LOS ANGELES – Los Angeles County continued its surge of COVID-19 cases Friday, reporting 2,481 new infections and issuing a desperate plea for residents to rethink their holiday plans if they intend to travel or hold a large gathering for Thanksgiving.
The county has reported new case numbers topping 2,000 almost every day since last Thursday, a sharp increase from early October, when the county was averaging 988 new cases per day.
The 2,481 cases announced Friday, lifted the cumulative countywide total since the start of the pandemic to 332,865. County health officials also announced another 28 coronavirus-related deaths, raising the death toll to 7,246. View the latest detailed report by city and demographics here.
A total of 942 people were hospitalized due to the virus as of Friday, a 15% increase from a week ago.

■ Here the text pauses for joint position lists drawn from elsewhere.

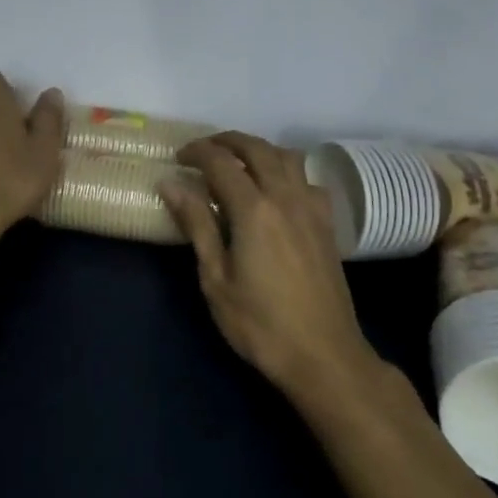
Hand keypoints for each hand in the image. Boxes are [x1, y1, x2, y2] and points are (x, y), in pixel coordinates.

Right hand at [161, 132, 380, 398]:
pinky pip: (307, 179)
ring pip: (286, 157)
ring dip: (259, 149)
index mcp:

“The current surge in COVID-19 transmission in L.A. County is alarming,” public health director Barbara Ferrer said in a statement. “If we act now, we can prevent increasing rates of illness and death, stressing our health care system and further stalling our recovery. If we agree that our collective priority is to reduce transmission of COVID-19 so we can move forward with recovery, then it is clear what needs to be done. We will need to modify holiday plans, change up our routines and take care of each other.”
The state on Friday issued a travel advisory urging residents to avoid non-essential travel. It also recommends that people traveling into California — whether they are visitors or returning residents — from another state or country to self-quarantine for 14 days. Los Angeles County health officials have a similar recommendation on the books, urging residents to travel out of state to quarantine upon their return.
The travel warnings come two weeks in advance of Thanksgiving, which has health officials on edge, fearing that gatherings of families and friends from multiple households could become super-spreader events.
Ferrer said that residents need to celebrate the holiday in a way that is respective of the pandemic. She said residents should stay at home for the holiday, and if they do gather with other people, the events need to be restricted to three households and be held outdoors for a limited time, with face coverings and social distancing.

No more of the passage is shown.